1.1.1.2 Additional Capabilities
Land Remote Sensing
AATSR also includes three visible/near
infrared channels centred at
0.55, 0.67 and 0.87µm. These were first
introduced on ATSR-2 and have extended
the instrument's
capabilities over land, particularly for
the study of vegetation.
Much of the time, the basic calibrated top of
the atmosphere reflectance
measurements from the AATSR visible
and near infrared channels are
used for studies of vegetation
quantity and quality. In order to
cope with all possible normal
variations in brightness over the
Earth's surface without saturation
whilst maximising the precision
of the measurements, the gain and offset of
the visible channels is selectable in
flight. These channels have a
signal to noise ratio of 20:1 at 0.5%
spectral albedo and measure top of the
atmosphere radiances to an
absolute accuracy of 5% over its entire range.
Two specific geophysical parameters are also
available in the AATSR products
over land:
NDVI
The standard AATSR Level 2 product includes
the Normalised Difference
Vegetation Index (NDVI) using the 0.67 and
0.87 µm channels.
Land Surface Temperature
The AATSR thermal bands used for SST
retrieval are also available
over land and are used to retrieve Land
Surface Temperature (LST) in the
AATSR gridded (1 km) product.
Algorithms for deriving LST using
split-window radiances are sufficiently
advanced that accuracies of
1-3 K are possible. Better
accuracies (about 1 K) are
obtained at night when
differential surface heating is absent.
Measurements of radiance over exceptionally
hot targets such as deserts,
burning vegetation and volcanic eruptions
are also possible using
AATSR's 'low-gain'
mode. This prevents
saturation of the thermal
channels and applies to targets
with an upper limit of 500°C.
1.1.1.3 Cloud and Atmospheric Measurements
Currently AATSR does not retrieve cloud and
atmospheric parameters on a routine basis.

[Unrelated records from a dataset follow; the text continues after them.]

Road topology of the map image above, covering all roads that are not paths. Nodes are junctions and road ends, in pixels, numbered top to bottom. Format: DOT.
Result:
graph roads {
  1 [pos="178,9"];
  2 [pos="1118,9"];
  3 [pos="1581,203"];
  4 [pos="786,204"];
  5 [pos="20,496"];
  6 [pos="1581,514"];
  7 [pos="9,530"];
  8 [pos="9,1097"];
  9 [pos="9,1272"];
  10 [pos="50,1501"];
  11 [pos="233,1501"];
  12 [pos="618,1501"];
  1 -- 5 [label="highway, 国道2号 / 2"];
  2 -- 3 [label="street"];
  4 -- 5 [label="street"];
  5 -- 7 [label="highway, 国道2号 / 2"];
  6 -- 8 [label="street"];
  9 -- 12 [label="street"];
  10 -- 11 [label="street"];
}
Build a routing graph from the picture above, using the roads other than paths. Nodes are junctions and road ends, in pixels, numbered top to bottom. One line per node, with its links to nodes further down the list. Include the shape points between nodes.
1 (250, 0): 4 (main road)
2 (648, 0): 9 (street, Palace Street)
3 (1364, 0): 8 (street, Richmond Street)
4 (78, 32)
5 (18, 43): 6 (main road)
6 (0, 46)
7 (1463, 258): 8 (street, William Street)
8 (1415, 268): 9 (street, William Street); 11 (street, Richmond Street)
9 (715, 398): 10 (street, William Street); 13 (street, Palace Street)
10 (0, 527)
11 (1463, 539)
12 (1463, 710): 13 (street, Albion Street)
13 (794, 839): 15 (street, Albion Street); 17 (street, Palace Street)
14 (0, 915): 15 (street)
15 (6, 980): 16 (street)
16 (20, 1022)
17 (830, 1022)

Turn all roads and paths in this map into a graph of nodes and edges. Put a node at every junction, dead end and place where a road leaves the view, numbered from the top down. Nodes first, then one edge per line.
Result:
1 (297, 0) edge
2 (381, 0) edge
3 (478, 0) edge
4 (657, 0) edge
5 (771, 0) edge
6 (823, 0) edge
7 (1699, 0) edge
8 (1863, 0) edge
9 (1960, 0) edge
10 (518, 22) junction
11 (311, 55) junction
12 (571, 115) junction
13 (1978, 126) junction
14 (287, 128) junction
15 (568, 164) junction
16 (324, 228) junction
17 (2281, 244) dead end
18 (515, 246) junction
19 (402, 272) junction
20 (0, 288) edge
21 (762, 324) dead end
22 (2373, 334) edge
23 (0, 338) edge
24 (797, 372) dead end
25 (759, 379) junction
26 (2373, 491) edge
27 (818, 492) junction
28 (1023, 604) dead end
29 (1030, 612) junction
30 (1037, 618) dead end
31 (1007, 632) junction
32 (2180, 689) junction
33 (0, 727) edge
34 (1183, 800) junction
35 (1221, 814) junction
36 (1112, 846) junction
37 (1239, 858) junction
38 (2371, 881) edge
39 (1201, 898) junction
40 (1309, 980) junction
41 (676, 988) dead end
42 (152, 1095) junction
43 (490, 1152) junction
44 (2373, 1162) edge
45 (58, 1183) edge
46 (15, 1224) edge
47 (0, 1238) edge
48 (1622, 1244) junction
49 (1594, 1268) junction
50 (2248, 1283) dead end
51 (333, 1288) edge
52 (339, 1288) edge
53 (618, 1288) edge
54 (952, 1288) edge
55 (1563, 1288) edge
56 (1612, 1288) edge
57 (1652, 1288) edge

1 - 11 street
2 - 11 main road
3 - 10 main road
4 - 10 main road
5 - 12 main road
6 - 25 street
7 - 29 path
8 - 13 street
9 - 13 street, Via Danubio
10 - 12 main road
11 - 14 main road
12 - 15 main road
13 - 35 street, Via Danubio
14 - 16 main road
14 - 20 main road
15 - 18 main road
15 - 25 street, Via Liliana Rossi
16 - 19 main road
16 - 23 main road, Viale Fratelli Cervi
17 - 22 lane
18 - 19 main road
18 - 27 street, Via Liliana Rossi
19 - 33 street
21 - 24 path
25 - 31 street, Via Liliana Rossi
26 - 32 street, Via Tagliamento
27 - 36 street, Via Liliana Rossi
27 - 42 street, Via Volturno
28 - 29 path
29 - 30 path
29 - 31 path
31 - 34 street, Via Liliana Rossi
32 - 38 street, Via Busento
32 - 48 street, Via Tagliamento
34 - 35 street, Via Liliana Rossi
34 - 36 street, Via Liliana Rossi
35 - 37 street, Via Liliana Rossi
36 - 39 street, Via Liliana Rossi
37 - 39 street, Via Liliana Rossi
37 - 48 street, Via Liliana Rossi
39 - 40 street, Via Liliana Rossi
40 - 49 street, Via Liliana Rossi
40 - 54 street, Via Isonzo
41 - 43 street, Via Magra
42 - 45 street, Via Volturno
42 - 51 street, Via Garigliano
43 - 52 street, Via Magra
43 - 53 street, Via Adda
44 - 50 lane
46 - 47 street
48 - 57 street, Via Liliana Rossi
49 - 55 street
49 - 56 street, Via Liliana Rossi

However, the different AATSR channels can be
used directly to provide information on
the basic location, extent and structure of
clouds. Two fields in the Level 2 product
have also been reserved for Cloud Top
Temperature (CTT) and Cloud Top Height
(CTH), should suitable retrieval algorithms
become available in the future.
Work with ATSR-2 data has also demonstrated
that the visible and thermal channels can be
combined to estimate a number of specific
properties within the cloud field. These include:
- Optical Depth, broadly related to the
vertical dimension of the cloud;
- Phase, which determines whether the
cloud contains ice or water;
- Particle Size, the effective radiative
dimension of the cloud particles; and,
- Pressure, reflecting cloud top pressure
or altitude.
The dual views provided by AATSR also offer a
stereo viewing capability that can be used
to discriminate between the different layers
and structures within the cloud and also to
estimate cloud top height.
1.1.1.4 Cryosphere
AATSR visible and thermal channel data can be
used for studies of the cryosphere. Used on
their own, or more often synergistically
with other sensors, potential
applications include snow cover monitoring,
monitoring variations in annual sea ice
growth and decay, location of boundaries
and features of the Antarctic ice sheet, and
feature mapping for radar altimetry over
land and ice. The discriminatory power of
the 1.6 µm channel for cloud and
ice/snow is a topic of particular research interest.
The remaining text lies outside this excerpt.